Translation as a language testing procedure: Does it work?

Buck, G. (1992). Translation as a language testing procedure: Does it work? Language Testing, 9(2), 123-148.

Buck(1992)はKlein-Braley(1987)の研究を引用し、訳テストがテスト方法として妥当な手法ではないことの理由を3点あげた。1つめの理由は、第2言語能力が高い学習者であってもよい訳ができるとは限らない。訳すという能力はもちろん高度な第2言語(L2)能力と第1言語(L1)能力を必要とはするが、正確な通訳や訳ができるようになるにはトレーニングが必要であり、訳すこととL2能力とは別の能力であると考えられる。2つめの理由は、訳テストは採点者を要す一種のパフォーマンステストであり、採点者の採点結果は必ずしも同一にならなく、一貫性に欠け、信頼性に問題がある。3つめの理由は、訳テストとはクローズ(cloze)テスト同様、一つの項目でいくつかの能力を測定する統合的(integrative)テストであり、いくつもの項目の集合体で一つの構成概念を測定する部分的測定(discrete-point)テストとは異なり、テストの妥当性を検証することが困難である。そして、訳テストの妥当性を検証するため、121名の日本人英語学習者に同じ内容のテキストから統合的項目であるクローズと訳の項目をそれぞれ36問、2問と部分的測定項目である多岐選択式読解の項目を23問実施した。7人の採点者はトレーニングを行わず6件法で訳を採点した。結果、訳の採点の厳しさが異なり、採点結果が有意に異なったが、採点者間の得点の相関係数は高く、よって採点者間信頼性(inter-rater reliability)が高いということで、信頼性は高いという結果となった。また、3つのテスト得点の相関係数は高く、読解力を測定しているかは不明であるが、妥当性も高いと結んだ。

Relationships among IRT item discrimination and item fit indices in criterion-referenced language testing.

Hudson, T. (1991). Relationships among IRT item discrimination and item fit indices in criterion-referenced language testing. Language Testing, 8(2), 160-181.

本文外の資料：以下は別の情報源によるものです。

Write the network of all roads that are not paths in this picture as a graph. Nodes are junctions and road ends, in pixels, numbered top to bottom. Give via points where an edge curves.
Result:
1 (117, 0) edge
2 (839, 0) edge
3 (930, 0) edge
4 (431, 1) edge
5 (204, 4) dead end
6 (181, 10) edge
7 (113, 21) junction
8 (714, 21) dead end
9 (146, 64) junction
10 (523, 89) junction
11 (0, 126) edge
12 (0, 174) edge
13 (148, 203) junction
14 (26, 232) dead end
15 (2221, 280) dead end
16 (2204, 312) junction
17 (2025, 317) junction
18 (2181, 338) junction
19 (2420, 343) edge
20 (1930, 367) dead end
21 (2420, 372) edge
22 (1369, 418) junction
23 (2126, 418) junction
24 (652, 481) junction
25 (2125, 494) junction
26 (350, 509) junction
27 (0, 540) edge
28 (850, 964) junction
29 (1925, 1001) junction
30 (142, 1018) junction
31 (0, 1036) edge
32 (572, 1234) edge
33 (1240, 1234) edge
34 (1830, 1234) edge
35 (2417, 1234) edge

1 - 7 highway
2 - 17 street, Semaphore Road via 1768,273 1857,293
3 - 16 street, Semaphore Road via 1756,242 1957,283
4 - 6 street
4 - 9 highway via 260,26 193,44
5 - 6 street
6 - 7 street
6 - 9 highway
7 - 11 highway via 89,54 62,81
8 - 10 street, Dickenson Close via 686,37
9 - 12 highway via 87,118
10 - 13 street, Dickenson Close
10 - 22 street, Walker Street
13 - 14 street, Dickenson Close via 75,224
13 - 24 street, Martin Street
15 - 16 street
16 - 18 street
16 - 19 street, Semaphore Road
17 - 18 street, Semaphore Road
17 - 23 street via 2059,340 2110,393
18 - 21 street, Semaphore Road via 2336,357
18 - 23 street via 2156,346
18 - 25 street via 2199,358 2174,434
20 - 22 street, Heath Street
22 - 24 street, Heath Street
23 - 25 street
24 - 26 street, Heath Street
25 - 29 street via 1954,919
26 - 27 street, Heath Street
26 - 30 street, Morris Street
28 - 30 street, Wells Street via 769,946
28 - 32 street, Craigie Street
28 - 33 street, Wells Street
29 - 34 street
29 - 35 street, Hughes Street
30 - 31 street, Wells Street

Hudson (1991) applied IRT to analyze CRTs. The Rasch model or the one-parameter logistic model was compared with the two-parameter logistic model and used to analyze two forms of general tests of English language proficiency (GTELP). He reported the Cronbach alpha internal consistency reliability that was used for norm-referenced tests, and found all the subtests to be highly reliable. The results indicated that strong correlations were found among point-biserial, infit, outfit, and slope parameter. He recommended the two-parameter logistic model over the Rasch model because the slope parameter was easier to interpret; the infit/outfit statistics could be a substitute for the slope parameter. He concluded that highly discriminant items should be omitted in the test development. Item difficulty should also be taken into account. Selecting items with item difficulty near the cut-off point should be included to arrive at more dependable pass/fail decisions.

Improving ESL placement tests using two perspectives.

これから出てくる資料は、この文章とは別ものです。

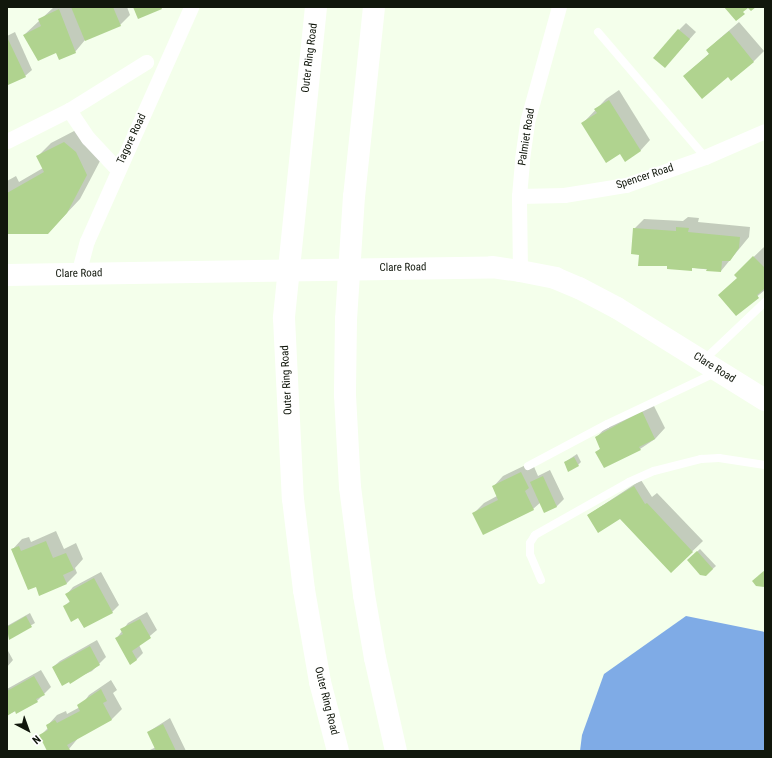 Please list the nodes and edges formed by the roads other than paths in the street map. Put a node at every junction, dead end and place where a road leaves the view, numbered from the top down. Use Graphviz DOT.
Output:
graph roads {
  1 [pos="191,7"];
  2 [pos="316,7"];
  3 [pos="374,7"];
  4 [pos="559,7"];
  5 [pos="598,32"];
  6 [pos="146,62"];
  7 [pos="69,110"];
  8 [pos="765,131"];
  9 [pos="7,141"];
  10 [pos="705,157"];
  11 [pos="118,170"];
  12 [pos="519,196"];
  13 [pos="520,271"];
  14 [pos="78,274"];
  15 [pos="7,275"];
  16 [pos="765,302"];
  17 [pos="711,366"];
  18 [pos="765,400"];
  19 [pos="765,465"];
  20 [pos="528,466"];
  21 [pos="541,580"];
  22 [pos="338,751"];
  23 [pos="396,751"];
  1 -- 11 [label="street, Tagore Road"];
  2 -- 22 [label="main road, Outer Ring Road"];
  3 -- 23 [label="main road"];
  4 -- 12 [label="street, Palmiet Road"];
  5 -- 10 [label="lane"];
  6 -- 7 [label="street"];
  7 -- 9 [label="street"];
  7 -- 11 [label="street"];
  8 -- 10 [label="street, Spencer Road"];
  10 -- 12 [label="street, Spencer Road"];
  11 -- 14 [label="street, Tagore Road"];
  12 -- 13 [label="street, Palmiet Road"];
  13 -- 14 [label="main road, Clare Road"];
  13 -- 17 [label="main road, Clare Road"];
  14 -- 15 [label="main road, Clare Road"];
  16 -- 17 [label="lane"];
  17 -- 18 [label="main road, Clare Road"];
  17 -- 20 [label="lane"];
  19 -- 21 [label="lane"];
}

Brown, J. D. (1989). Improving ESL placement tests using two perspectives. TESOL Quarterly, 23(1), 65-83.

Brown (1989) pointed out the difference between NRTs and CRTs and argued that placement tests were NRTs that should spread examinees out along a continuum but that had to be curriculum-specific. In other words, placement tests should include items that could discriminate between groups of high or low scoring examinees within the curriculum. He conducted both norm-referenced and criterion-referenced item statistics, such as item facility, item discrimination, and difference index for the purpose of selecting 35 out of 60 reading items that were sensitive to curriculum content and which could discriminate between examinees. He reported the internal consistency Kuder-Richardson formula 20 reliability coefficient (K-R20) and found the test to be reliable at .89 with 60 items. After the revision was made, there remained reliability at .85 with 35 items. To support the construct validity of the test, Brown reported the pretest/posttest score gain and found a statistically significant gain.